After this you can open your text file and can see the written content in the human readable form and it is good practice to not to give "txt" formats when you are writing objects to the file. It's misleading.

Hope this helps.

Upvotes: -1

Sumit Desai
Sumit Desai

Reputation: 1770

I tried your code. It's working perfectly for me. See the attached image. enter image description here

Try cleaning your workspace. If it doesn't work, try creating a new Java project and copy the same code posted here and try. It should work.

Upvotes: 0

pinkpanther
pinkpanther

Reputation: 4808

You are not writing values of your String and Integer objects but their object representations in binary format. That is called object-serialization. That is some how encoded to represent all the information associate with the object not only its value That is only displayed when decoded in the same way as we encoded them.
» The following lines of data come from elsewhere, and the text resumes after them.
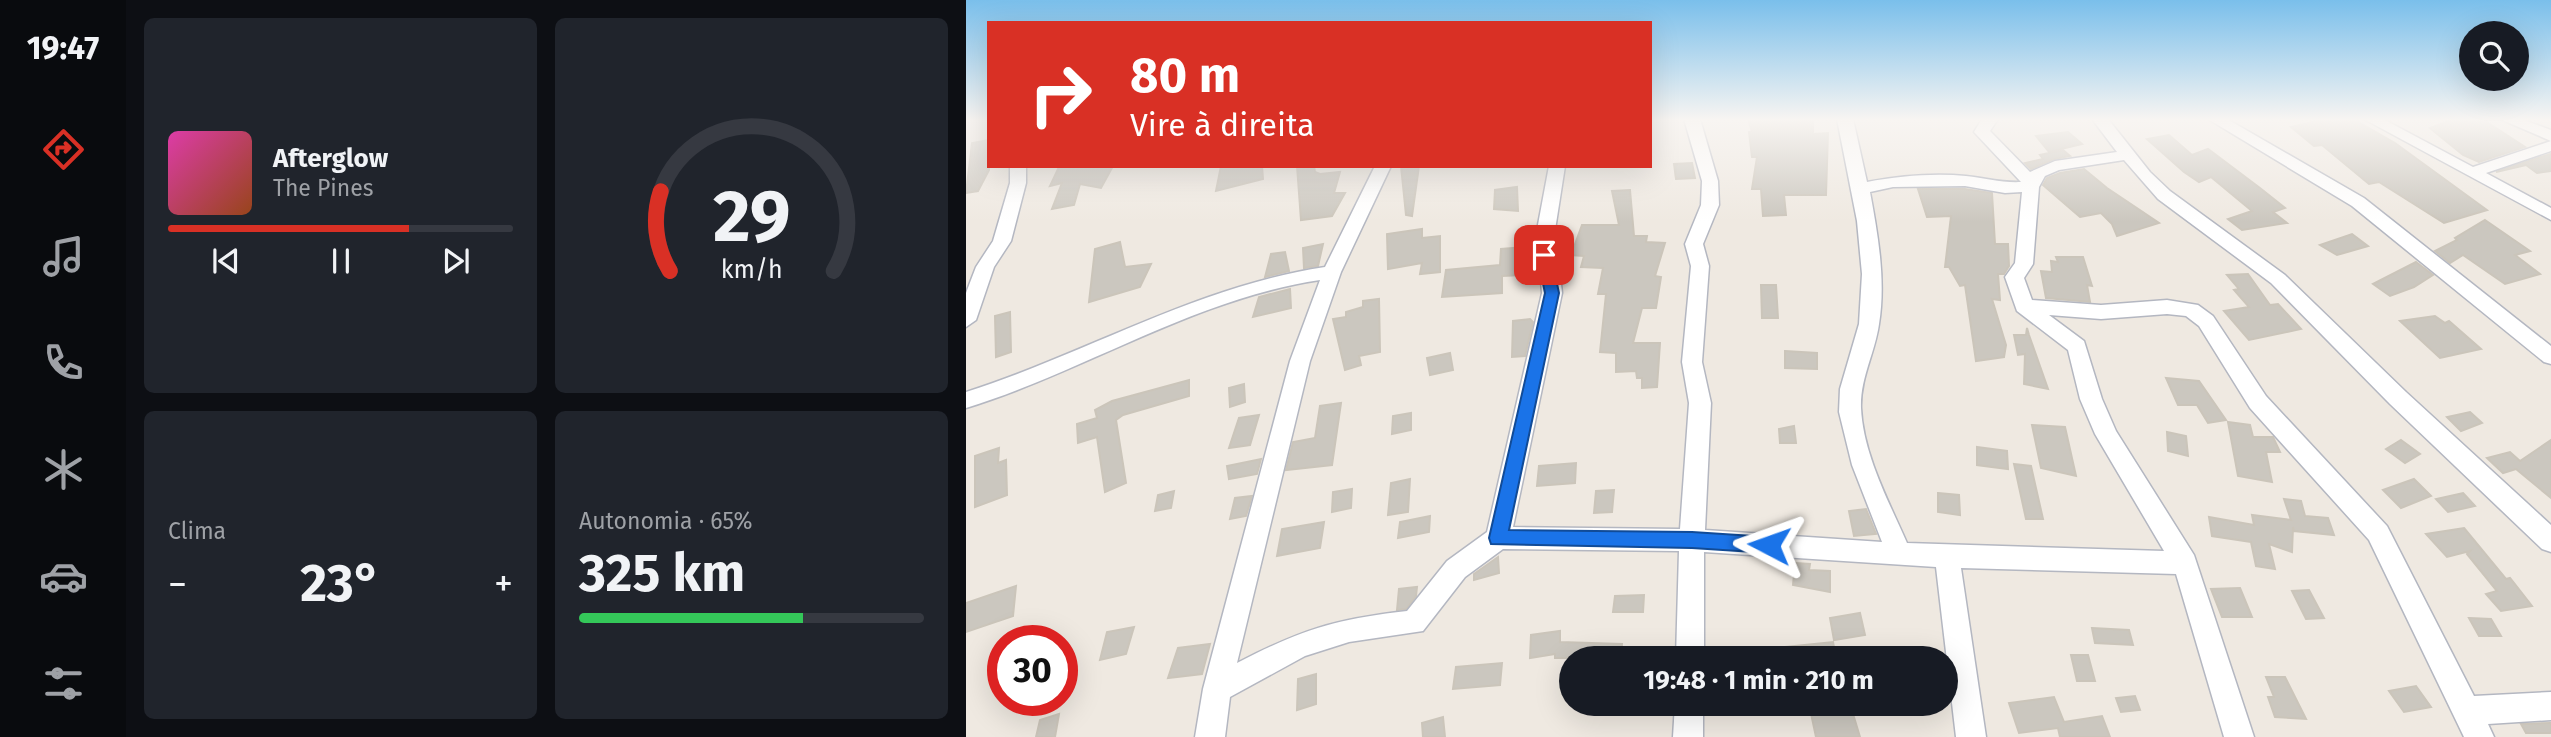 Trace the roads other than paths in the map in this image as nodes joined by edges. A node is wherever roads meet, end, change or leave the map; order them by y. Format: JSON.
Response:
{"nodes":[{"id":1,"x":1702,"y":153,"type":"edge"},
{"id":2,"x":1852,"y":153,"type":"edge"},
{"id":3,"x":2002,"y":153,"type":"edge"},
{"id":4,"x":2275,"y":153,"type":"edge"},
{"id":5,"x":2438,"y":153,"type":"edge"},
{"id":6,"x":2529,"y":153,"type":"edge"},
{"id":7,"x":2127,"y":155,"type":"joint"},
{"id":8,"x":1018,"y":168,"type":"edge"},
{"id":9,"x":1382,"y":168,"type":"edge"},
{"id":10,"x":1557,"y":168,"type":"edge"},
{"id":11,"x":2474,"y":172,"type":"junction"},
{"id":12,"x":2031,"y":185,"type":"junction"},
{"id":13,"x":1859,"y":189,"type":"junction"},
{"id":14,"x":2551,"y":215,"type":"edge"},
{"id":15,"x":1332,"y":272,"type":"junction"},
{"id":16,"x":2024,"y":306,"type":"junction"},
{"id":17,"x":966,"y":320,"type":"edge"},
{"id":18,"x":2551,"y":357,"type":"edge"},
{"id":19,"x":966,"y":400,"type":"edge"},
{"id":20,"x":1498,"y":538,"type":"junction"},
{"id":21,"x":1692,"y":540,"type":"junction"},
{"id":22,"x":2551,"y":541,"type":"edge"},
{"id":23,"x":1899,"y":553,"type":"junction"},
{"id":24,"x":1947,"y":556,"type":"junction"},
{"id":25,"x":2185,"y":563,"type":"junction"},
{"id":26,"x":1690,"y":646,"type":"edge"},
{"id":27,"x":1217,"y":689,"type":"junction"},
{"id":28,"x":2551,"y":706,"type":"edge"},
{"id":29,"x":2467,"y":711,"type":"junction"},
{"id":30,"x":1689,"y":716,"type":"edge"},
{"id":31,"x":1210,"y":737,"type":"edge"},
{"id":32,"x":1688,"y":737,"type":"edge"},
{"id":33,"x":1971,"y":737,"type":"edge"},
{"id":34,"x":2239,"y":737,"type":"edge"},
{"id":35,"x":2479,"y":737,"type":"edge"}],
"edges":[{"from":1,"to":21,"type":"street"},
{"from":2,"to":13,"type":"street"},
{"from":3,"to":12,"type":"street"},
{"from":4,"to":18,"type":"street"},
{"from":5,"to":11,"type":"street"},
{"from":6,"to":11,"type":"street"},
{"from":7,"to":12,"type":"street"},
{"from":7,"to":22,"type":"street"},
{"from":8,"to":17,"type":"street"},
{"from":9,"to":15,"type":"street"},
{"from":10,"to":20,"type":"street"},
{"from":11,"to":14,"type":"street"},
{"from":12,"to":13,"type":"street"},
{"from":12,"to":16,"type":"street"},
{"from":13,"to":23,"type":"street"},
{"from":15,"to":19,"type":"street"},
{"from":15,"to":27,"type":"street"},
{"from":16,"to":25,"type":"street"},
{"from":16,"to":29,"type":"street"},
{"from":20,"to":21,"type":"street"},
{"from":20,"to":27,"type":"street"},
{"from":21,"to":23,"type":"street"},
{"from":21,"to":26,"type":"street"},
{"from":23,"to":24,"type":"street"},
{"from":24,"to":25,"type":"street"},
{"from":24,"to":33,"type":"street"},
{"from":25,"to":34,"type":"street"},
{"from":27,"to":31,"type":"street"},
{"from":28,"to":29,"type":"street"},
{"from":29,"to":35,"type":"street"},
{"from":30,"to":32,"type":"street"}]} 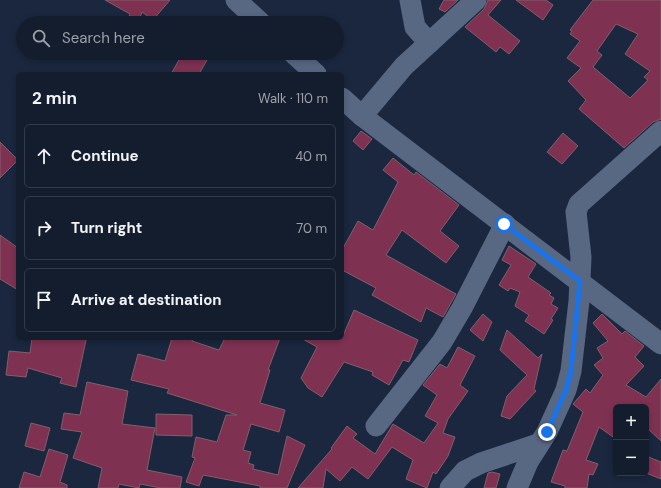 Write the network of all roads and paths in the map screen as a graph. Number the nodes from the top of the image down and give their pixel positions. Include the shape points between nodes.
1 (236, 0) edge
2 (410, 0) edge
3 (476, 0) edge
4 (253, 16) edge
5 (429, 44) junction
6 (301, 60) edge
7 (314, 72) edge
8 (344, 100) edge
9 (362, 116) junction
10 (661, 131) edge
11 (505, 224) junction
12 (580, 281) junction
13 (661, 344) edge
14 (376, 426) dead end
15 (538, 444) junction
16 (450, 488) edge
17 (517, 488) edge

1 - 4 street
2 - 5 street via 415,27
3 - 5 street
5 - 9 street via 404,66
6 - 7 street
8 - 9 street
9 - 11 street
10 - 12 street via 579,204 576,212 582,257
11 - 12 street
11 - 14 street via 442,342
12 - 13 street
12 - 15 street via 571,371 566,390 547,432
15 - 16 street via 481,463 465,471
15 - 17 street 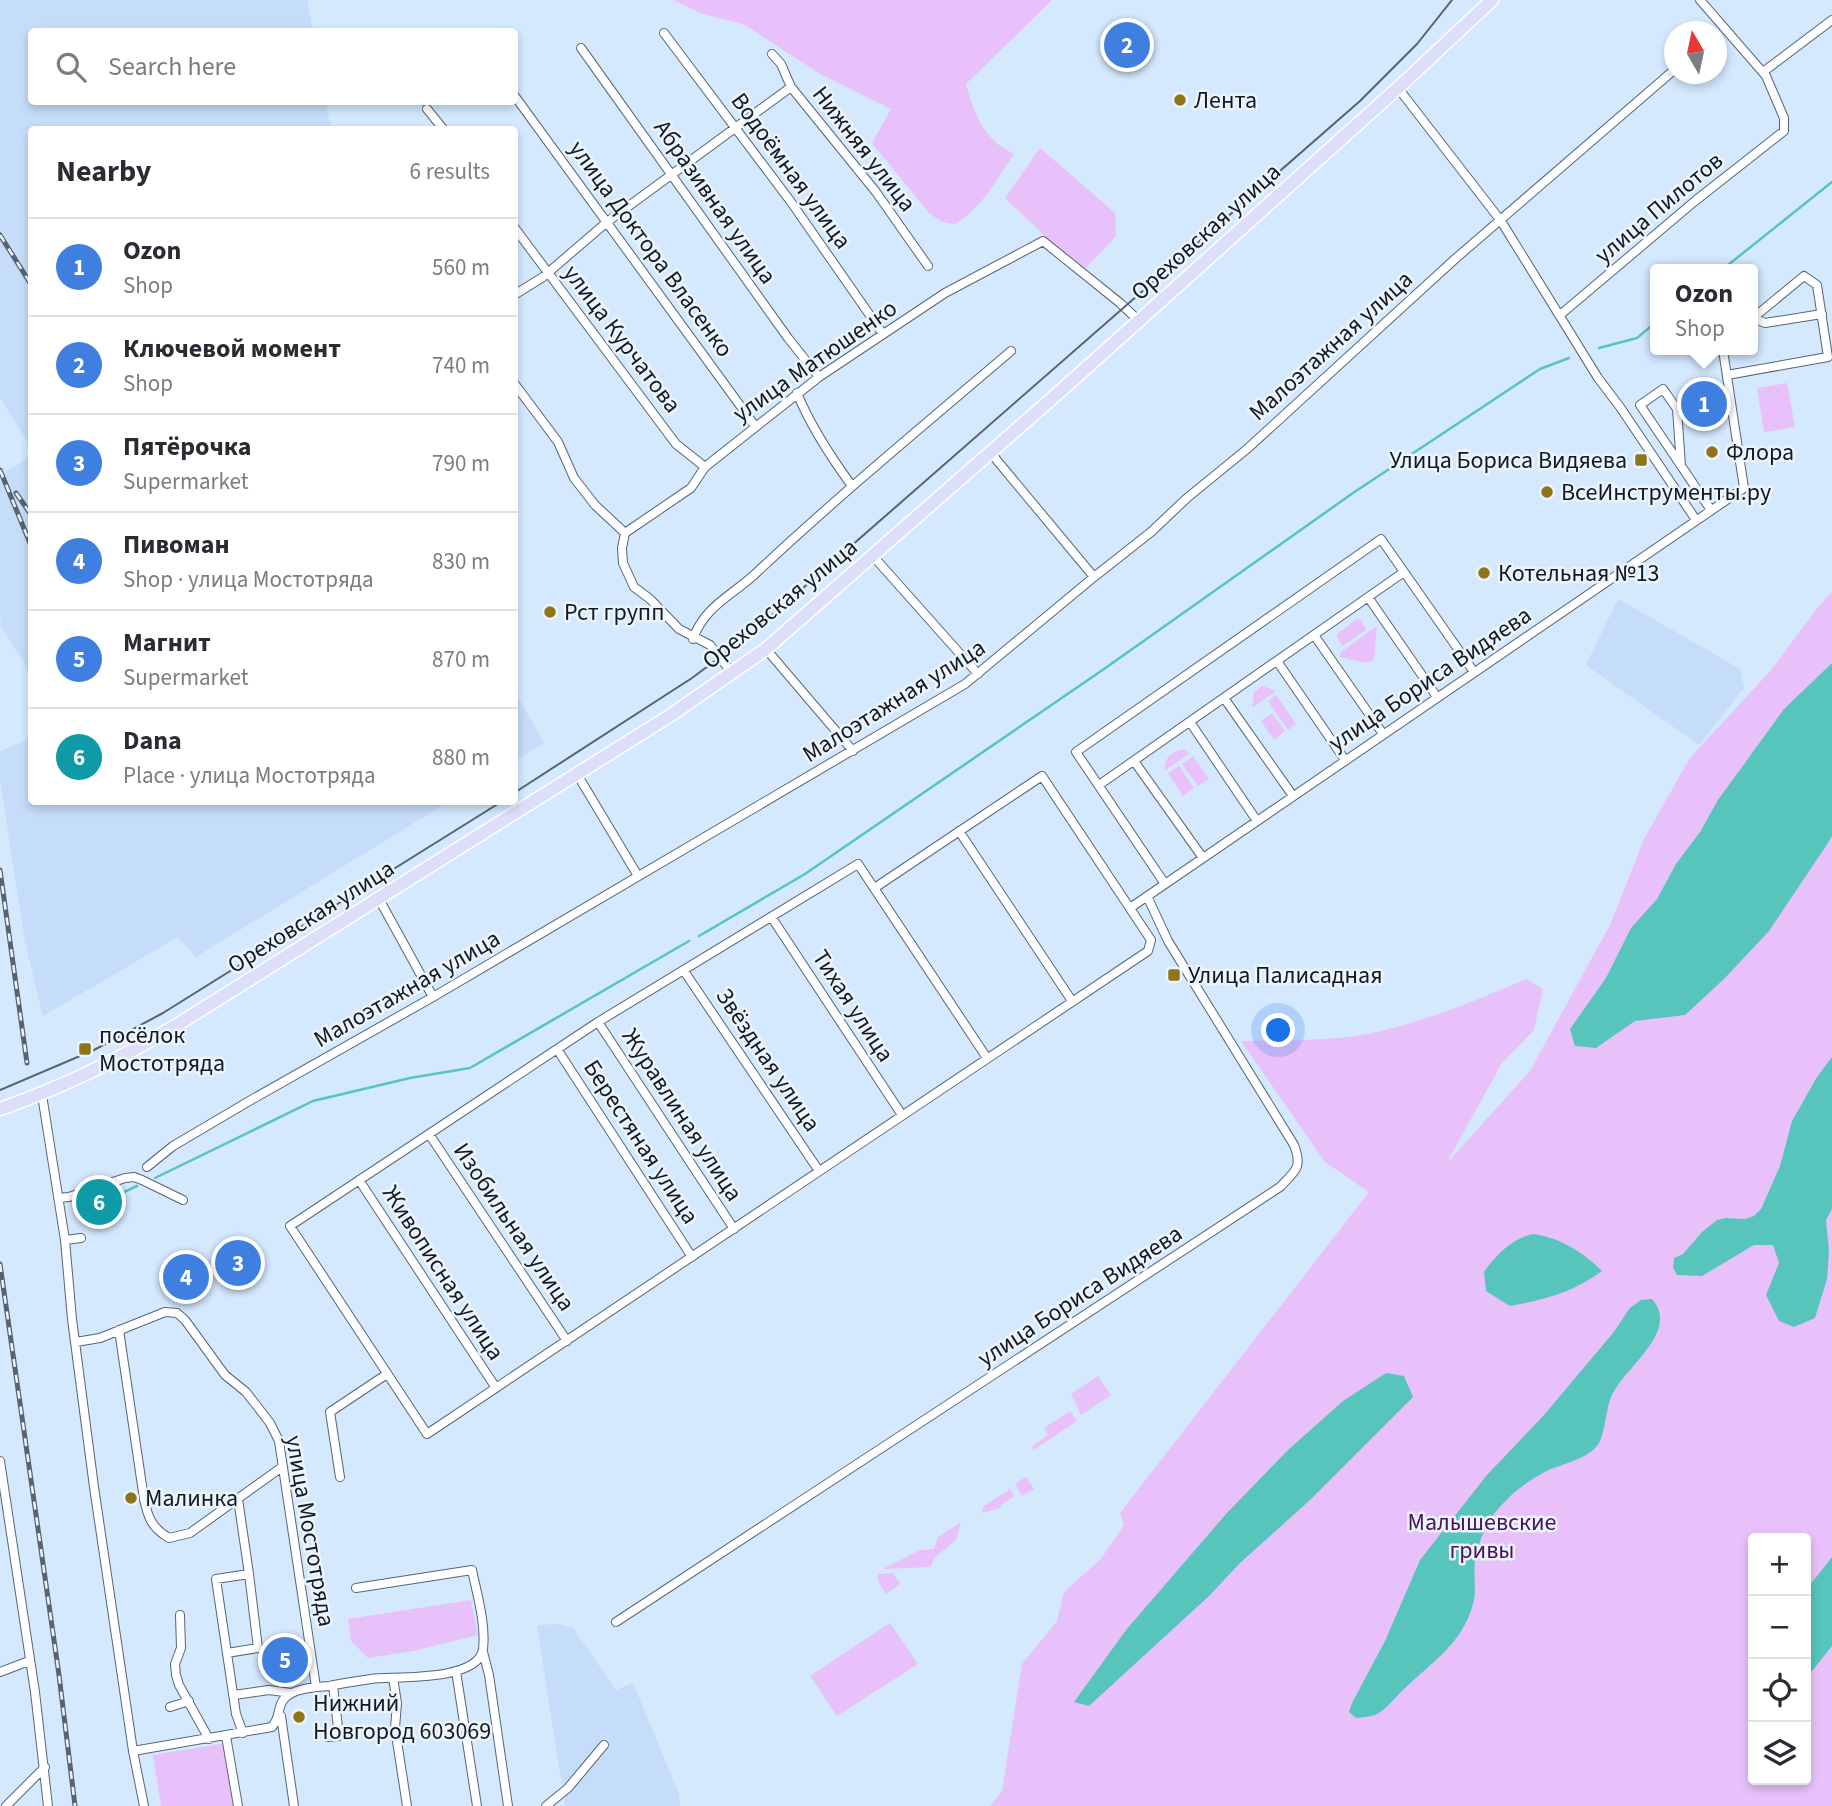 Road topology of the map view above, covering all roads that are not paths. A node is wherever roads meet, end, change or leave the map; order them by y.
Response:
1 (1492, 0) edge
2 (1700, 0) edge
3 (1832, 20) edge
4 (1713, 21) edge
5 (664, 33) dead end
6 (1727, 38) edge
7 (581, 48) dead end
8 (772, 54) dead end
9 (1763, 72) junction
10 (1664, 79) edge
11 (791, 87) junction
12 (1398, 88) junction
13 (518, 100) edge
14 (427, 109) dead end
15 (441, 126) edge
16 (735, 127) junction
17 (672, 174) junction
18 (1501, 221) junction
19 (607, 222) junction
20 (518, 232) edge
21 (928, 266) dead end
22 (548, 272) junction
23 (518, 292) edge
24 (1758, 314) edge
25 (1822, 314) junction
26 (1560, 315) junction
27 (1138, 320) junction
28 (1758, 320) edge
29 (883, 334) junction
30 (1011, 351) dead end
31 (1724, 355) edge
32 (1727, 375) junction
33 (818, 377) junction
34 (518, 388) edge
35 (797, 393) junction
36 (755, 426) junction
37 (990, 452) junction
38 (1681, 466) junction
39 (705, 467) junction
40 (852, 486) junction
41 (1711, 510) junction
42 (1696, 520) junction
43 (625, 533) junction
44 (873, 556) junction
45 (1404, 572) junction
46 (1094, 577) junction
47 (1368, 597) junction
48 (1314, 635) junction
49 (693, 639) junction
50 (766, 649) junction
51 (1277, 661) junction
52 (1474, 671) junction
53 (732, 673) junction
54 (978, 674) junction
55 (1437, 697) junction
56 (1223, 698) junction
57 (1190, 722) junction
58 (1384, 734) junction
59 (853, 751) junction
60 (1345, 760) junction
61 (1134, 761) junction
62 (577, 774) junction
63 (1099, 785) junction
64 (1293, 796) junction
65 (1257, 821) junction
66 (959, 831) junction
67 (1203, 858) junction
68 (638, 876) junction
69 (1165, 884) junction
70 (876, 887) junction
71 (1147, 897) junction
72 (379, 899) junction
73 (1130, 908) junction
74 (772, 918) junction
75 (684, 971) junction
76 (433, 997) junction
77 (1072, 1001) junction
78 (598, 1022) junction
79 (557, 1048) junction
80 (987, 1058) junction
81 (42, 1095) junction
82 (0, 1109) edge
83 (902, 1115) junction
84 (429, 1134) junction
85 (147, 1167) dead end
86 (819, 1171) junction
87 (359, 1180) junction
88 (58, 1198) junction
89 (184, 1200) dead end
90 (734, 1228) junction
91 (81, 1238) dead end
92 (65, 1240) junction
93 (692, 1256) junction
94 (119, 1330) junction
95 (566, 1340) junction
96 (76, 1342) junction
97 (387, 1374) junction
98 (496, 1388) junction
99 (0, 1461) edge
100 (282, 1467) junction
101 (340, 1477) dead end
102 (238, 1499) junction
103 (4, 1515) edge
104 (249, 1574) junction
105 (356, 1588) dead end
106 (180, 1615) dead end
107 (616, 1622) dead end
108 (483, 1652) junction
109 (227, 1653) junction
110 (29, 1661) junction
111 (456, 1671) junction
112 (0, 1672) edge
113 (393, 1678) junction
114 (333, 1685) junction
115 (316, 1688) junction
116 (291, 1693) junction
117 (233, 1695) junction
118 (189, 1701) junction
119 (279, 1706) junction
120 (170, 1707) dead end
121 (243, 1733) junction
122 (226, 1736) junction
123 (327, 1737) dead end
124 (209, 1739) junction
125 (604, 1745) dead end
126 (133, 1751) junction
127 (45, 1767) junction
128 (6, 1806) edge
129 (48, 1806) edge
130 (144, 1806) edge
131 (238, 1806) edge
132 (295, 1806) edge
133 (407, 1806) edge
134 (477, 1806) edge
135 (508, 1806) edge
136 (546, 1806) edge

1 - 12 main road, Ореховская улица
2 - 4 street
3 - 9 street
5 - 16 street, Водоёмная улица
6 - 9 street
7 - 17 street, Абразивная улица
8 - 11 street, Нижняя улица
9 - 26 street, улица Пилотов
10 - 18 street, Малоэтажная улица
11 - 16 street
11 - 21 street, Нижняя улица
12 - 18 street
12 - 27 main road, Ореховская улица
13 - 19 street, улица Доктора Власенко
14 - 15 street
16 - 17 street
16 - 29 street, Водоёмная улица
17 - 19 street
17 - 33 street, Абразивная улица
18 - 26 street
18 - 46 street, Малоэтажная улица
19 - 22 street
19 - 36 street, улица Доктора Власенко
20 - 22 street, улица Курчатова
22 - 23 street
22 - 39 street, улица Курчатова
24 - 25 street
25 - 28 street
25 - 32 street
26 - 42 street
27 - 29 street, улица Матюшенко
27 - 37 main road, Ореховская улица
29 - 33 street, улица Матюшенко
30 - 40 street
31 - 32 street, улица Бориса Видяева
32 - 41 street, улица Бориса Видяева
33 - 35 street, улица Матюшенко
34 - 43 street
35 - 36 street, улица Матюшенко
35 - 40 street
36 - 39 street, улица Матюшенко
37 - 44 main road, Ореховская улица
37 - 46 street
38 - 38 street
38 - 41 street
39 - 43 street, улица Матюшенко
40 - 49 street
41 - 42 street, улица Бориса Видяева
42 - 52 street, улица Бориса Видяева
43 - 49 street
44 - 50 main road, Ореховская улица
44 - 54 street
45 - 47 street
45 - 52 street
45 - 63 street
46 - 54 street, Малоэтажная улица
47 - 48 street
47 - 55 street
48 - 51 street
48 - 58 street
49 - 53 street
50 - 53 main road, Ореховская улица
50 - 59 street
51 - 56 street
51 - 60 street
52 - 55 street, улица Бориса Видяева
53 - 62 main road, Ореховская улица
54 - 59 street, Малоэтажная улица
55 - 58 street, улица Бориса Видяева
56 - 57 street
56 - 64 street
57 - 61 street
57 - 65 street
58 - 60 street, улица Бориса Видяева
59 - 68 street, Малоэтажная улица
60 - 64 street, улица Бориса Видяева
61 - 63 street
61 - 67 street
62 - 68 street
62 - 72 main road, Ореховская улица
63 - 69 street
64 - 65 street, улица Бориса Видяева
65 - 67 street, улица Бориса Видяева
66 - 70 street
66 - 73 street
66 - 77 street
67 - 69 street, улица Бориса Видяева
68 - 76 street, Малоэтажная улица
69 - 71 street, улица Бориса Видяева
70 - 74 street
70 - 80 street
71 - 73 street, улица Бориса Видяева
71 - 107 street, улица Бориса Видяева
72 - 76 street
72 - 81 main road, Ореховская улица
73 - 77 street
74 - 75 street
74 - 83 street, Тихая улица
75 - 78 street
75 - 86 street, Звёздная улица
76 - 85 street, Малоэтажная улица
77 - 80 street
78 - 79 street
78 - 90 street, Журавлиная улица
79 - 84 street
79 - 93 street, Берестяная улица
80 - 83 street
81 - 82 main road, Ореховская улица
81 - 88 street
83 - 86 street
84 - 87 street
84 - 95 street, Изобильная улица
86 - 90 street
87 - 97 street
87 - 98 street, Живописная улица
88 - 89 street
88 - 92 street
90 - 93 street
91 - 92 street
92 - 96 street
93 - 95 street
94 - 96 street, улица Мостотряда
94 - 100 street, улица Мостотряда
94 - 102 street
95 - 98 street
96 - 126 street
97 - 98 street
97 - 101 street
99 - 103 street
100 - 102 street
100 - 115 street, улица Мостотряда
102 - 104 street
103 - 110 street
104 - 109 street
104 - 109 street
105 - 108 street
106 - 118 street
108 - 111 street
108 - 135 street
109 - 117 street
110 - 112 street
110 - 127 street
111 - 113 street
111 - 134 street
113 - 114 street
113 - 133 street
114 - 115 street
114 - 123 street
115 - 116 street
116 - 117 street
116 - 119 street
117 - 121 street
118 - 120 street
118 - 124 street
119 - 121 street
119 - 132 street
121 - 122 street
122 - 124 street
122 - 131 street
124 - 126 street
125 - 136 street
126 - 130 street
127 - 128 street
127 - 129 street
So, normal text editor cannot display the information as you expected.

If you want to save the string representation only, use the classes such as PrintWriter.

Upvotes: 0

Harish Kumar
Harish Kumar

Reputation: 528

Your code is working fine for me. If I understand it correctly when look at the contents of file by opening it in editor (say notepad or eclipse) you see characters stored as binary content in it. As you are using ObjectInputStream and ObjectOutputStream the behavior is correct.

Upvotes: 0

eternay
eternay

Reputation: 3814

With an ObjectOutputStream, you're using Serialization to write your objects to a file. Serialization is using an encoding system, and you use correctly an ObjectInputStream in your program to decode these objects. But you won't be able to read the information in the file created by the Serialization process.

Upvotes: 2

anshulkatta
anshulkatta

Reputation: 2064

Since you are using ObjectOutputStream and ObjectInputStream , it will write in Object code , which is not readable , and as well when u read from file , it will come up as an Object so again as an Object ,

Use BufferedReader or Writer to write String into file , which can be read

FileReader f=new FileReader(new File("test.txt"));
BufferedReader f1=new BufferedReader(f)

;

Upvotes: 2

Evgeniy Dorofeev
Evgeniy Dorofeev

Reputation: 136122

Java ObjectOuputStream writes objects in a binary non human readable format which can be read only with ObjectInputStream.

Upvotes: 0

Grzegorz Żur
Grzegorz Żur

Reputation: 49241

You should use PrintWriter to write text files, ObjectOutputStream writes binary data.